• **Stored data entries**
-=-=-

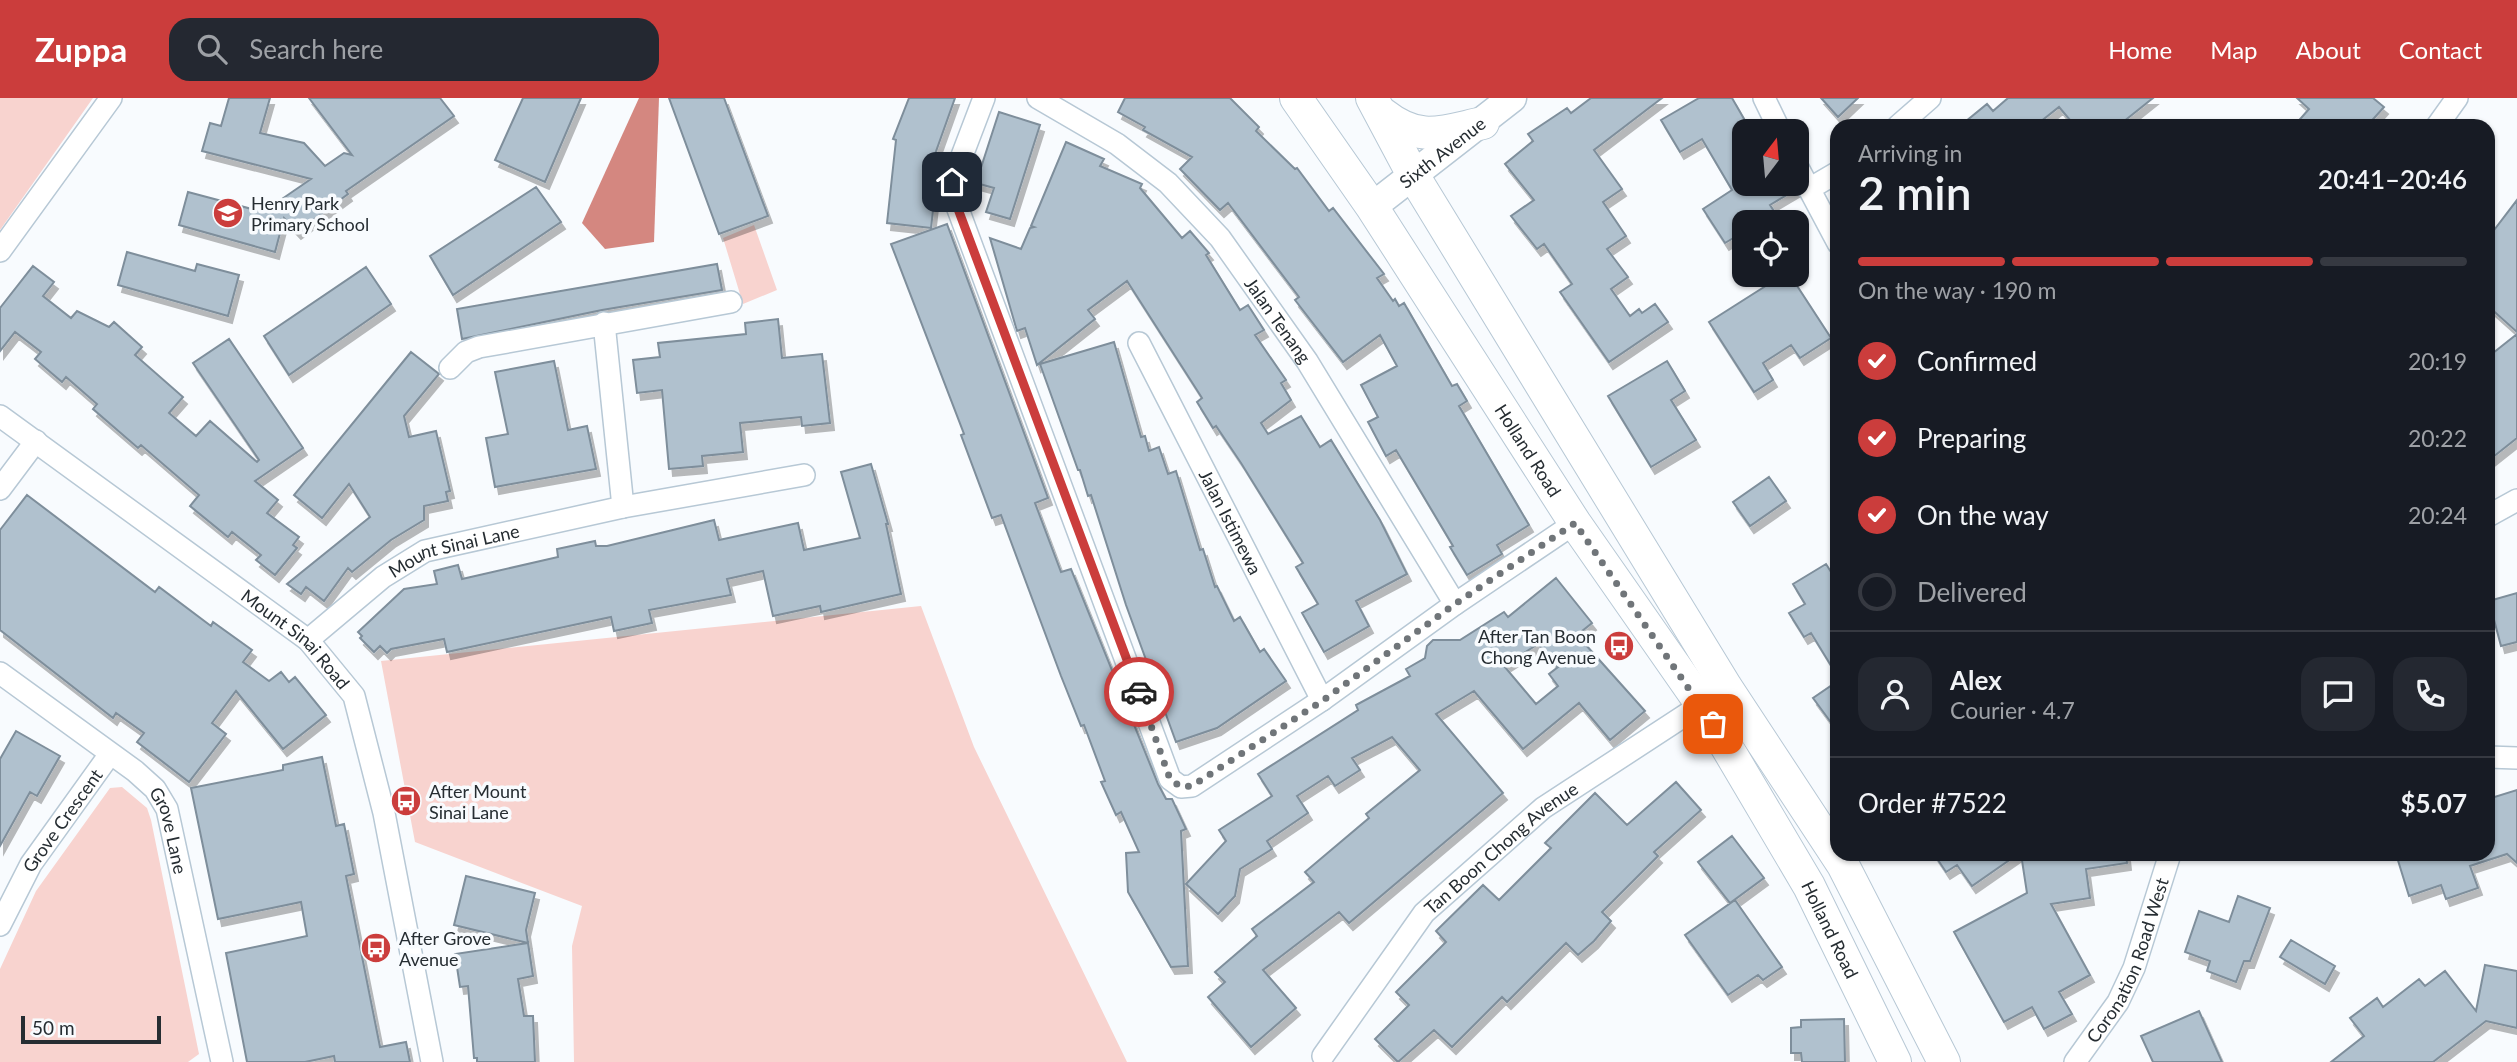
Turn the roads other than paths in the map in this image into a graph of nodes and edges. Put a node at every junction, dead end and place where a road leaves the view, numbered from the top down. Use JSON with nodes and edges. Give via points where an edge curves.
{"nodes":[{"id":1,"x":111,"y":98,"type":"edge"},
{"id":2,"x":984,"y":98,"type":"edge"},
{"id":3,"x":1038,"y":98,"type":"edge"},
{"id":4,"x":1296,"y":98,"type":"edge"},
{"id":5,"x":1511,"y":98,"type":"edge"},
{"id":6,"x":1764,"y":98,"type":"edge"},
{"id":7,"x":1930,"y":98,"type":"edge"},
{"id":8,"x":2457,"y":98,"type":"edge"},
{"id":9,"x":1377,"y":106,"type":"edge"},
{"id":10,"x":1774,"y":119,"type":"edge"},
{"id":11,"x":1906,"y":119,"type":"edge"},
{"id":12,"x":2442,"y":119,"type":"edge"},
{"id":13,"x":1483,"y":123,"type":"junction"},
{"id":14,"x":1413,"y":175,"type":"junction"},
{"id":15,"x":1830,"y":177,"type":"edge"},
{"id":16,"x":1810,"y":188,"type":"edge"},
{"id":17,"x":1810,"y":191,"type":"edge"},
{"id":18,"x":1372,"y":206,"type":"junction"},
{"id":19,"x":1830,"y":228,"type":"edge"},
{"id":20,"x":0,"y":251,"type":"edge"},
{"id":21,"x":731,"y":302,"type":"dead end"},
{"id":22,"x":604,"y":323,"type":"junction"},
{"id":23,"x":1139,"y":344,"type":"dead end"},
{"id":24,"x":450,"y":368,"type":"dead end"},
{"id":25,"x":0,"y":416,"type":"edge"},
{"id":26,"x":36,"y":441,"type":"junction"},
{"id":27,"x":804,"y":475,"type":"dead end"},
{"id":28,"x":0,"y":489,"type":"edge"},
{"id":29,"x":2517,"y":500,"type":"edge"},
{"id":30,"x":623,"y":507,"type":"junction"},
{"id":31,"x":2495,"y":512,"type":"edge"},
{"id":32,"x":1575,"y":523,"type":"junction"},
{"id":33,"x":1455,"y":604,"type":"junction"},
{"id":34,"x":308,"y":640,"type":"junction"},
{"id":35,"x":0,"y":673,"type":"edge"},
{"id":36,"x":1714,"y":696,"type":"junction"},
{"id":37,"x":1322,"y":701,"type":"junction"},
{"id":38,"x":110,"y":754,"type":"junction"},
{"id":39,"x":2495,"y":757,"type":"edge"},
{"id":40,"x":2517,"y":758,"type":"edge"},
{"id":41,"x":1830,"y":848,"type":"edge"},
{"id":42,"x":1840,"y":861,"type":"edge"},
{"id":43,"x":2168,"y":861,"type":"edge"},
{"id":44,"x":0,"y":925,"type":"edge"},
{"id":45,"x":1323,"y":1056,"type":"dead end"},
{"id":46,"x":222,"y":1062,"type":"edge"},
{"id":47,"x":432,"y":1062,"type":"edge"},
{"id":48,"x":1895,"y":1062,"type":"edge"},
{"id":49,"x":1944,"y":1062,"type":"edge"},
{"id":50,"x":2075,"y":1062,"type":"edge"}],
"edges":[{"from":1,"to":20,"type":"street"},
{"from":2,"to":37,"type":"street","via":[[952,182],[955,201],[1170,779],[1181,787],[1192,786]]},
{"from":3,"to":33,"type":"street","name":"Jalan Tenang","via":[[1128,152],[1168,183],[1220,237],[1307,361]]},
{"from":4,"to":18,"type":"main road","name":"Holland Road"},
{"from":5,"to":13,"type":"main road","name":"Sixth Avenue"},
{"from":6,"to":10,"type":"street"},
{"from":7,"to":11,"type":"street"},
{"from":8,"to":12,"type":"street"},
{"from":9,"to":13,"type":"main road","via":[[1400,127],[1431,135]]},
{"from":9,"to":14,"type":"main road","name":"Holland Road"},
{"from":13,"to":14,"type":"main road","name":"Sixth Avenue"},
{"from":14,"to":18,"type":"main road","name":"Sixth Avenue"},
{"from":14,"to":36,"type":"main road","name":"Holland Road"},
{"from":15,"to":16,"type":"street"},
{"from":17,"to":19,"type":"street"},
{"from":18,"to":32,"type":"main road","name":"Holland Road"},
{"from":21,"to":22,"type":"street"},
{"from":22,"to":24,"type":"street","via":[[480,347],[466,352]]},
{"from":22,"to":30,"type":"street"},
{"from":23,"to":37,"type":"street","name":"Jalan Istimewa"},
{"from":25,"to":26,"type":"street","name":"Mount Sinai Road"},
{"from":26,"to":28,"type":"street"},
{"from":26,"to":34,"type":"street","name":"Mount Sinai Road"},
{"from":27,"to":30,"type":"street","name":"Mount Sinai Lane"},
{"from":29,"to":31,"type":"street"},
{"from":30,"to":34,"type":"street","name":"Mount Sinai Lane","via":[[425,551],[383,577]]},
{"from":32,"to":33,"type":"street"},
{"from":32,"to":36,"type":"main road","name":"Holland Road"},
{"from":33,"to":37,"type":"street"},
{"from":34,"to":47,"type":"street","name":"Mount Sinai Road","via":[[354,696],[384,813]]},
{"from":35,"to":38,"type":"street","name":"Grove Lane"},
{"from":36,"to":41,"type":"main road","name":"Holland Road"},
{"from":36,"to":45,"type":"street","name":"Tan Boon Chong Avenue","via":[[1544,808],[1424,913]]},
{"from":36,"to":48,"type":"main road","name":"Holland Road"},
{"from":38,"to":44,"type":"street","name":"Grove Crescent","via":[[31,864]]},
{"from":38,"to":46,"type":"street","name":"Grove Lane","via":[[155,789],[167,809]]},
{"from":39,"to":40,"type":"street"},
{"from":42,"to":49,"type":"main road","name":"Holland Road"},
{"from":43,"to":50,"type":"street","name":"Coronation Road West","via":[[2134,968],[2118,1002]]}]}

-=-=-

• **Task description**
The entries above must be restated exactly in the answer, and the pictures left out.

• **Exercise response**
Turn the roads other than paths in the map in this image into a graph of nodes and edges. Put a node at every junction, dead end and place where a road leaves the view, numbered from the top down. Use JSON with nodes and edges. Give via points where an edge curves.
{"nodes":[{"id":1,"x":111,"y":98,"type":"edge"},
{"id":2,"x":984,"y":98,"type":"edge"},
{"id":3,"x":1038,"y":98,"type":"edge"},
{"id":4,"x":1296,"y":98,"type":"edge"},
{"id":5,"x":1511,"y":98,"type":"edge"},
{"id":6,"x":1764,"y":98,"type":"edge"},
{"id":7,"x":1930,"y":98,"type":"edge"},
{"id":8,"x":2457,"y":98,"type":"edge"},
{"id":9,"x":1377,"y":106,"type":"edge"},
{"id":10,"x":1774,"y":119,"type":"edge"},
{"id":11,"x":1906,"y":119,"type":"edge"},
{"id":12,"x":2442,"y":119,"type":"edge"},
{"id":13,"x":1483,"y":123,"type":"junction"},
{"id":14,"x":1413,"y":175,"type":"junction"},
{"id":15,"x":1830,"y":177,"type":"edge"},
{"id":16,"x":1810,"y":188,"type":"edge"},
{"id":17,"x":1810,"y":191,"type":"edge"},
{"id":18,"x":1372,"y":206,"type":"junction"},
{"id":19,"x":1830,"y":228,"type":"edge"},
{"id":20,"x":0,"y":251,"type":"edge"},
{"id":21,"x":731,"y":302,"type":"dead end"},
{"id":22,"x":604,"y":323,"type":"junction"},
{"id":23,"x":1139,"y":344,"type":"dead end"},
{"id":24,"x":450,"y":368,"type":"dead end"},
{"id":25,"x":0,"y":416,"type":"edge"},
{"id":26,"x":36,"y":441,"type":"junction"},
{"id":27,"x":804,"y":475,"type":"dead end"},
{"id":28,"x":0,"y":489,"type":"edge"},
{"id":29,"x":2517,"y":500,"type":"edge"},
{"id":30,"x":623,"y":507,"type":"junction"},
{"id":31,"x":2495,"y":512,"type":"edge"},
{"id":32,"x":1575,"y":523,"type":"junction"},
{"id":33,"x":1455,"y":604,"type":"junction"},
{"id":34,"x":308,"y":640,"type":"junction"},
{"id":35,"x":0,"y":673,"type":"edge"},
{"id":36,"x":1714,"y":696,"type":"junction"},
{"id":37,"x":1322,"y":701,"type":"junction"},
{"id":38,"x":110,"y":754,"type":"junction"},
{"id":39,"x":2495,"y":757,"type":"edge"},
{"id":40,"x":2517,"y":758,"type":"edge"},
{"id":41,"x":1830,"y":848,"type":"edge"},
{"id":42,"x":1840,"y":861,"type":"edge"},
{"id":43,"x":2168,"y":861,"type":"edge"},
{"id":44,"x":0,"y":925,"type":"edge"},
{"id":45,"x":1323,"y":1056,"type":"dead end"},
{"id":46,"x":222,"y":1062,"type":"edge"},
{"id":47,"x":432,"y":1062,"type":"edge"},
{"id":48,"x":1895,"y":1062,"type":"edge"},
{"id":49,"x":1944,"y":1062,"type":"edge"},
{"id":50,"x":2075,"y":1062,"type":"edge"}],
"edges":[{"from":1,"to":20,"type":"street"},
{"from":2,"to":37,"type":"street","via":[[952,182],[955,201],[1170,779],[1181,787],[1192,786]]},
{"from":3,"to":33,"type":"street","name":"Jalan Tenang","via":[[1128,152],[1168,183],[1220,237],[1307,361]]},
{"from":4,"to":18,"type":"main road","name":"Holland Road"},
{"from":5,"to":13,"type":"main road","name":"Sixth Avenue"},
{"from":6,"to":10,"type":"street"},
{"from":7,"to":11,"type":"street"},
{"from":8,"to":12,"type":"street"},
{"from":9,"to":13,"type":"main road","via":[[1400,127],[1431,135]]},
{"from":9,"to":14,"type":"main road","name":"Holland Road"},
{"from":13,"to":14,"type":"main road","name":"Sixth Avenue"},
{"from":14,"to":18,"type":"main road","name":"Sixth Avenue"},
{"from":14,"to":36,"type":"main road","name":"Holland Road"},
{"from":15,"to":16,"type":"street"},
{"from":17,"to":19,"type":"street"},
{"from":18,"to":32,"type":"main road","name":"Holland Road"},
{"from":21,"to":22,"type":"street"},
{"from":22,"to":24,"type":"street","via":[[480,347],[466,352]]},
{"from":22,"to":30,"type":"street"},
{"from":23,"to":37,"type":"street","name":"Jalan Istimewa"},
{"from":25,"to":26,"type":"street","name":"Mount Sinai Road"},
{"from":26,"to":28,"type":"street"},
{"from":26,"to":34,"type":"street","name":"Mount Sinai Road"},
{"from":27,"to":30,"type":"street","name":"Mount Sinai Lane"},
{"from":29,"to":31,"type":"street"},
{"from":30,"to":34,"type":"street","name":"Mount Sinai Lane","via":[[425,551],[383,577]]},
{"from":32,"to":33,"type":"street"},
{"from":32,"to":36,"type":"main road","name":"Holland Road"},
{"from":33,"to":37,"type":"street"},
{"from":34,"to":47,"type":"street","name":"Mount Sinai Road","via":[[354,696],[384,813]]},
{"from":35,"to":38,"type":"street","name":"Grove Lane"},
{"from":36,"to":41,"type":"main road","name":"Holland Road"},
{"from":36,"to":45,"type":"street","name":"Tan Boon Chong Avenue","via":[[1544,808],[1424,913]]},
{"from":36,"to":48,"type":"main road","name":"Holland Road"},
{"from":38,"to":44,"type":"street","name":"Grove Crescent","via":[[31,864]]},
{"from":38,"to":46,"type":"street","name":"Grove Lane","via":[[155,789],[167,809]]},
{"from":39,"to":40,"type":"street"},
{"from":42,"to":49,"type":"main road","name":"Holland Road"},
{"from":43,"to":50,"type":"street","name":"Coronation Road West","via":[[2134,968],[2118,1002]]}]}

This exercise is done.